DATASET EXCERPTS:
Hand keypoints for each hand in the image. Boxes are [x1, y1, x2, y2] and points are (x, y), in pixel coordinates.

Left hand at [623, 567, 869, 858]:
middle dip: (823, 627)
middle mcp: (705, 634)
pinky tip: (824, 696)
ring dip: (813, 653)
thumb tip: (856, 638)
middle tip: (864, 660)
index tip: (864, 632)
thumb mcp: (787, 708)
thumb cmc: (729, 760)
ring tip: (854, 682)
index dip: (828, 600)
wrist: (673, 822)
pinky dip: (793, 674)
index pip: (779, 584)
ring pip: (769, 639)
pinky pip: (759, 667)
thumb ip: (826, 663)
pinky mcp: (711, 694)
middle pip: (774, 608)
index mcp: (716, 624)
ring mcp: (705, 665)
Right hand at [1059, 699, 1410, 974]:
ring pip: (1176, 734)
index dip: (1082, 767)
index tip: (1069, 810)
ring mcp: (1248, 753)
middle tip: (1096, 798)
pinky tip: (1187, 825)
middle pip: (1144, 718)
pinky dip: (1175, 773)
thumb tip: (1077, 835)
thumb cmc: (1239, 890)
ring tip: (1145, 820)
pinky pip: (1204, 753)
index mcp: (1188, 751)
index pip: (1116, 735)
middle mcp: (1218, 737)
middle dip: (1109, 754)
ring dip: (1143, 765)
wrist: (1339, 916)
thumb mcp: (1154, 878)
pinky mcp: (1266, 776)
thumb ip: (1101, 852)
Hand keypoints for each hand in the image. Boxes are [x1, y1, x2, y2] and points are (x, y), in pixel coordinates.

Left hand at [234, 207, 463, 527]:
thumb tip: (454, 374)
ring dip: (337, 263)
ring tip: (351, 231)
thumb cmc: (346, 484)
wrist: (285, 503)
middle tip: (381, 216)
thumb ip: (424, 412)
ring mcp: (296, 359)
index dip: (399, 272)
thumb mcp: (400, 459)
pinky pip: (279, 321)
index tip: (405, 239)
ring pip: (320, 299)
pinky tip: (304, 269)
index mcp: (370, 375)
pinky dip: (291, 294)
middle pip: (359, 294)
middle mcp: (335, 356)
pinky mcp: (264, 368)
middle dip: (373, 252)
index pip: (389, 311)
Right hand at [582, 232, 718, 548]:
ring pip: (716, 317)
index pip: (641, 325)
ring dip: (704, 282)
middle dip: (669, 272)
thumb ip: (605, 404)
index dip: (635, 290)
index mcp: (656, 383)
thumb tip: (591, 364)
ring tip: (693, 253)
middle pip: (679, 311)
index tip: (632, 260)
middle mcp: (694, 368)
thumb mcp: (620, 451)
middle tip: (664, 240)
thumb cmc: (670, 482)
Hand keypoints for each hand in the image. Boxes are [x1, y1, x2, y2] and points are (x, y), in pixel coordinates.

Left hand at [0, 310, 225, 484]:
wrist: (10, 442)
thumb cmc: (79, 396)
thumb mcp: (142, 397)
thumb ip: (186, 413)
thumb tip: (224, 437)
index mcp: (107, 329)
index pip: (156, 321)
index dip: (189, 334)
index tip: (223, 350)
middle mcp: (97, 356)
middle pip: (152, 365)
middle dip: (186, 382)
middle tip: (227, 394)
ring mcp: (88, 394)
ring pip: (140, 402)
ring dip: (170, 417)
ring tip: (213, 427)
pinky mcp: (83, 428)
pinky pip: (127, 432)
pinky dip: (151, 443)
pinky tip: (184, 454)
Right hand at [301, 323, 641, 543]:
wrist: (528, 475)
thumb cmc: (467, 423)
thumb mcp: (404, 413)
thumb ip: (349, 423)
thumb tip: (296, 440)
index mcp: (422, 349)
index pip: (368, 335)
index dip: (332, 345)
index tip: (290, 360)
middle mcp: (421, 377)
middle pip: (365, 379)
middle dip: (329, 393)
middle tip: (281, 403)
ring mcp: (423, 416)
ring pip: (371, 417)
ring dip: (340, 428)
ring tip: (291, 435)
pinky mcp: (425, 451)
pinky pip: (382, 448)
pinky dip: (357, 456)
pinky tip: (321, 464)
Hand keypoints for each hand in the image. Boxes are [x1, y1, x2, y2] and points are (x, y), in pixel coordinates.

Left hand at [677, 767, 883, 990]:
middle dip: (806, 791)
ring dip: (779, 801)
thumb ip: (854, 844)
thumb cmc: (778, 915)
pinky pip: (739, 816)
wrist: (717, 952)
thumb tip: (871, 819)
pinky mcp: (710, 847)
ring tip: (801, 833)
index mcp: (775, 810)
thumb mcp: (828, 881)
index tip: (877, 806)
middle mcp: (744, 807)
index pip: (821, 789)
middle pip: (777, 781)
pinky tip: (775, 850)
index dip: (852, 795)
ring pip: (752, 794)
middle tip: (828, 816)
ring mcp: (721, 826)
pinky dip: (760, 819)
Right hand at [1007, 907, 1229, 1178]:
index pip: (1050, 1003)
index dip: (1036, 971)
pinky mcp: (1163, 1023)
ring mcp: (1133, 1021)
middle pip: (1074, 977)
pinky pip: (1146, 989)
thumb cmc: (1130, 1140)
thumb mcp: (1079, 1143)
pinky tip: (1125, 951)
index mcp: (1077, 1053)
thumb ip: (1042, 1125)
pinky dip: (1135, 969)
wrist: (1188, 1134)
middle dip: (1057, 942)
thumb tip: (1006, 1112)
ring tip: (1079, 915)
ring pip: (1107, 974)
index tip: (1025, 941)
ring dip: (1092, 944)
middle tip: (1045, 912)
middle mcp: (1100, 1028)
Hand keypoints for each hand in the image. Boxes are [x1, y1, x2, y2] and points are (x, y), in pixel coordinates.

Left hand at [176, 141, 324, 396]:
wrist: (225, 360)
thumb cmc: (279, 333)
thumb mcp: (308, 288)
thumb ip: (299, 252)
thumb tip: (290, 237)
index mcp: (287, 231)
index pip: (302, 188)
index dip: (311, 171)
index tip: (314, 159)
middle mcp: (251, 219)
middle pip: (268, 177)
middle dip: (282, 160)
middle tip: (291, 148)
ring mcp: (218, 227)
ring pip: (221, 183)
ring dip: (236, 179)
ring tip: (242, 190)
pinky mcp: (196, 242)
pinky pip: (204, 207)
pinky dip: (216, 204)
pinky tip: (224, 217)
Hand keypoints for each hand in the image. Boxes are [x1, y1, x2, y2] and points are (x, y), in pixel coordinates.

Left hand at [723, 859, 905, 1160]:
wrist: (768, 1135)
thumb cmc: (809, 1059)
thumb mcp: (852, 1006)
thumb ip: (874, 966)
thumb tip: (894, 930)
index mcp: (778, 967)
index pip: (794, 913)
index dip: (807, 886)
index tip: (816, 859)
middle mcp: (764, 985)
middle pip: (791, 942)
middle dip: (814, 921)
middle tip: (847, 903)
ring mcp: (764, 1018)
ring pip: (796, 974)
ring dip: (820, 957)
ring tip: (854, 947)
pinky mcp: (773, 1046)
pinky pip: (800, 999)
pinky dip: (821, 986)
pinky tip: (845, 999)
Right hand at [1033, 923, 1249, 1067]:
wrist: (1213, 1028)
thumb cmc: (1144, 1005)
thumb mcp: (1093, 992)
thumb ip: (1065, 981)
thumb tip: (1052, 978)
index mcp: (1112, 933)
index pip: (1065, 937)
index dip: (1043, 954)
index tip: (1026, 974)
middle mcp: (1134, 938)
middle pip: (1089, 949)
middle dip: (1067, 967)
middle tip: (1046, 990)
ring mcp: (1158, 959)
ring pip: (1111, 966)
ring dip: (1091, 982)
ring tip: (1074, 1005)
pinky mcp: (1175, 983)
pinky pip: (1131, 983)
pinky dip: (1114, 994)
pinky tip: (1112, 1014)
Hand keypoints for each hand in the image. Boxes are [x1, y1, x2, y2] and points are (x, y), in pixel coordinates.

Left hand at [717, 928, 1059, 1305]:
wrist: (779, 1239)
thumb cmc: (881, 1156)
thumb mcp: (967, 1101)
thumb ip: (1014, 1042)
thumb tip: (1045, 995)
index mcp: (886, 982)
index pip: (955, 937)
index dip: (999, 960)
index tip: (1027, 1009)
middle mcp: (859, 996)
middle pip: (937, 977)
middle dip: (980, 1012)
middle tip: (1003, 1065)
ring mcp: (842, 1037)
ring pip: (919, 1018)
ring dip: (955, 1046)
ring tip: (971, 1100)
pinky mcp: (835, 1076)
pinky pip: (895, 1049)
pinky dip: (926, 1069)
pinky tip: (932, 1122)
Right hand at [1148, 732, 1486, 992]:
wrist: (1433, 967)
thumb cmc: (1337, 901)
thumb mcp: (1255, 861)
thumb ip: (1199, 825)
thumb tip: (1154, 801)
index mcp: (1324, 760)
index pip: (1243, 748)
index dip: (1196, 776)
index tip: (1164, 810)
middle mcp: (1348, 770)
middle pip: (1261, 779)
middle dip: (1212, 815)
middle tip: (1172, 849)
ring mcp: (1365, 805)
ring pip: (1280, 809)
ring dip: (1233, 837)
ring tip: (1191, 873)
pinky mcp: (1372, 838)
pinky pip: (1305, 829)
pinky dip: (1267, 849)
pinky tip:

WORK REQUIRED: When you reach the line containing "index dip: (311, 171)" in the data above, start copying exactly, and stop after the line containing "middle tip: (847, 903)".

FINISHED EXERCISE:
index dip: (311, 171)
index tip: (314, 159)
middle mcp: (251, 219)
middle pip: (268, 177)
middle dip: (282, 160)
middle tip: (291, 148)
ring mcp: (218, 227)
ring pip: (221, 183)
ring dip: (236, 179)
ring tip: (242, 190)
pinky mcp: (196, 242)
pinky pip: (204, 207)
pinky dip: (216, 204)
pinky tip: (224, 217)
Hand keypoints for each hand in the image. Boxes are [x1, y1, x2, y2] and points are (x, y), in pixel coordinates.

Left hand at [723, 859, 905, 1160]:
wrist: (768, 1135)
thumb cmc: (809, 1059)
thumb mcp: (852, 1006)
thumb ip: (874, 966)
thumb tip: (894, 930)
index mcp: (778, 967)
index pip: (794, 913)
index dip: (807, 886)
index tip: (816, 859)
middle mcp: (764, 985)
middle pip: (791, 942)
middle dip: (814, 921)
middle tip: (847, 903)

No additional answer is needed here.